Although HEMT continues to demonstrate promise in mitigating the symptoms of, and progression to, severe disease, it cannot be used to treat all illness-causing mutations, and some patients suffer from disease that already advanced greatly. Thus, it is likely that lung transplantation will remain a cornerstone of treatment of terminal pulmonary disease in CF for years to come.

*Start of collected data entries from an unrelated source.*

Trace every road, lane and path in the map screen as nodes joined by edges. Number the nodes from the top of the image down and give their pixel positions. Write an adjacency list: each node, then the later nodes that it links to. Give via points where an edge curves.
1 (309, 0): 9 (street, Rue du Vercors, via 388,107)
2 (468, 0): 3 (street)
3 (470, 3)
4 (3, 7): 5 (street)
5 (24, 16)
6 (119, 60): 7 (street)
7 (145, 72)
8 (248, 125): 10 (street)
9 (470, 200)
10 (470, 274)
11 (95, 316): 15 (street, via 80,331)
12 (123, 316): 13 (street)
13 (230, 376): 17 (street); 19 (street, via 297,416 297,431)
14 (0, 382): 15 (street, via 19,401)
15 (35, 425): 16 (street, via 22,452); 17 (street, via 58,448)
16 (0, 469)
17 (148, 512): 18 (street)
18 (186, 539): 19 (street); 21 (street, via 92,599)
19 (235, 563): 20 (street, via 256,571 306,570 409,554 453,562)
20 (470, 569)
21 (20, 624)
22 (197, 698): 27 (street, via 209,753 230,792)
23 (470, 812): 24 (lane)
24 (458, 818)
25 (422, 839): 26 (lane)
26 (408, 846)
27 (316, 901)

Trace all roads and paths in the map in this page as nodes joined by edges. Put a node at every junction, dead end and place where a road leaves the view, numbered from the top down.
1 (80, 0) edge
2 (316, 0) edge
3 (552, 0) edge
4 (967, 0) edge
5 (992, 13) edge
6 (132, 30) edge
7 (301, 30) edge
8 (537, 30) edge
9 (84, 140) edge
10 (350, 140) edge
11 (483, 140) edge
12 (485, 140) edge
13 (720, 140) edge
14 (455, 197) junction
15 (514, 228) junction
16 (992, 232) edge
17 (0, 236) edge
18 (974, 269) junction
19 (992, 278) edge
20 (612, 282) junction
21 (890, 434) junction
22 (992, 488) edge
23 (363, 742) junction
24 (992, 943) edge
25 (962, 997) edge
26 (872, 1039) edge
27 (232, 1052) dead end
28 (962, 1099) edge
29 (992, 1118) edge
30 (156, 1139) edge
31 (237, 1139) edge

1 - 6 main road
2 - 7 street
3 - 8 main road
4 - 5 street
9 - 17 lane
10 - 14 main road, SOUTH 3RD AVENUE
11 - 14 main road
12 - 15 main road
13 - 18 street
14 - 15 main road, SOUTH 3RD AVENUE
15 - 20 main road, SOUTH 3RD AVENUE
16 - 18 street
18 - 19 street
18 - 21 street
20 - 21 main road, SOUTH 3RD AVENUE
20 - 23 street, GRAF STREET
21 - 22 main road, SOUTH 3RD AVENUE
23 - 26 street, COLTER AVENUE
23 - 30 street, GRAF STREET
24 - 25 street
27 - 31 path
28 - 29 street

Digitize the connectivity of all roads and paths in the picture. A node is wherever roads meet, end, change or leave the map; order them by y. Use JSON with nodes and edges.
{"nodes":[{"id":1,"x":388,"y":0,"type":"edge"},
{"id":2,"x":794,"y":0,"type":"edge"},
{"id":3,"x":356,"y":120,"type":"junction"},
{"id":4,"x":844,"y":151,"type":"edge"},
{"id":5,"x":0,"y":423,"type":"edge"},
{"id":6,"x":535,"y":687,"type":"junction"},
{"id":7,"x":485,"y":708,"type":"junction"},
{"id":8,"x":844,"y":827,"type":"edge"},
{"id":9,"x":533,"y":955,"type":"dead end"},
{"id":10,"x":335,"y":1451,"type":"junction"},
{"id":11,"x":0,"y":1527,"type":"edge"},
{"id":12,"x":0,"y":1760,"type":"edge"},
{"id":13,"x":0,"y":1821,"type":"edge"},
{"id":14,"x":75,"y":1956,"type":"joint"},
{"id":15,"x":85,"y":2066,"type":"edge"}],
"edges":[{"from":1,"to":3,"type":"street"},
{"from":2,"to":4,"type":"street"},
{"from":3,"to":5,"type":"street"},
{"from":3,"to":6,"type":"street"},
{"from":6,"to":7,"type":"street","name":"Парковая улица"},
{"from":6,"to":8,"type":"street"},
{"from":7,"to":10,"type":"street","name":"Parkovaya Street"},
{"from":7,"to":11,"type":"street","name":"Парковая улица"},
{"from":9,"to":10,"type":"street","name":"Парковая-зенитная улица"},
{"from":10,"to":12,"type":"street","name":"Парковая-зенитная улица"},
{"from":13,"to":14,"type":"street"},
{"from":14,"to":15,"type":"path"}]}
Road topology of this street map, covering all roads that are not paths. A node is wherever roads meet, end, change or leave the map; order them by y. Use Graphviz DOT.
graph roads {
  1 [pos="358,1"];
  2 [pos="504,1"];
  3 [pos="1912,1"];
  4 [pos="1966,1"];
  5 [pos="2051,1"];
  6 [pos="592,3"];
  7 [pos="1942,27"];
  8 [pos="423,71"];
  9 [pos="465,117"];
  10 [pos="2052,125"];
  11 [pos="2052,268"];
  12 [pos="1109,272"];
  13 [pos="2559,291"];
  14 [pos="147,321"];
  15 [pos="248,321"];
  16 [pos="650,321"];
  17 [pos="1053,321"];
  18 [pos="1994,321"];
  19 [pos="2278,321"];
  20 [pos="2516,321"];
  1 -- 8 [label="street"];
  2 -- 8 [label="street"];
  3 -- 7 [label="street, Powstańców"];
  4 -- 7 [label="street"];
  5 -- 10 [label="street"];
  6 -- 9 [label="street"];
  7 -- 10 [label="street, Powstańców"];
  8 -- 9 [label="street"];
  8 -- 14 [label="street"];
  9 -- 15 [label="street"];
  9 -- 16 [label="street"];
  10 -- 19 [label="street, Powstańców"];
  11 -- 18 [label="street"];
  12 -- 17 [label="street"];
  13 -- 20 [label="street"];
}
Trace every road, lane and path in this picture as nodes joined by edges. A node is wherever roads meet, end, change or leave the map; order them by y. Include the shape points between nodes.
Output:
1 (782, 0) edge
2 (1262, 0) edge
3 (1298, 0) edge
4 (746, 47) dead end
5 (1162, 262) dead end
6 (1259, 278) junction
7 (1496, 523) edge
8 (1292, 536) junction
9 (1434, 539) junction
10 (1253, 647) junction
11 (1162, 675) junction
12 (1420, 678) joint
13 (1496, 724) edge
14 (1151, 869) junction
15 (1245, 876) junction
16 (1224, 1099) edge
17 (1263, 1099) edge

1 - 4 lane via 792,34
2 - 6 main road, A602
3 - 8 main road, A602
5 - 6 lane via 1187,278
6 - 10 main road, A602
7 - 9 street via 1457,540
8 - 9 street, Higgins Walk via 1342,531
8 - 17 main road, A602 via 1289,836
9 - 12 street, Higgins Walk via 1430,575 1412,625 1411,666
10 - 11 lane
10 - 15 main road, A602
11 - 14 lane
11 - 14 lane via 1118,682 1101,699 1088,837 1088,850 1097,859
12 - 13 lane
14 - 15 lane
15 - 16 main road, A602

However, there are still a lot of advances to be made to ensure that as many eligible patients as possible survive to the time of transplantation—particularly via modification of the lung allocation scoring system for CF patients. With ongoing advancements in care for CF patients, both before and after transplant, particularly due to the implementation of HEMT, pre- and post-transplant longevity of CF patients is likely to improve. For that reason, future research may focus on re-defining indications or contraindications for transplantation in this patient population. For instance, disease complications, such as suboptimal BMI, or infections with highly virulent organisms, which may previously have been deemed contraindications to transplantation, may represent stronger indications for transplantation in the future. Additionally, investigation might focus on longevity post transplantation, CLAD, and indications for re-transplantation, as the population of long-term survivors after transplantation grows.
Institutional Review Board Statement
Not applicable.
Informed Consent Statement
Not applicable.
Data Availability Statement
Not applicable.
Conflicts of Interest
The authors declare no conflict of interest.
Funding Statement
This research received no external funding.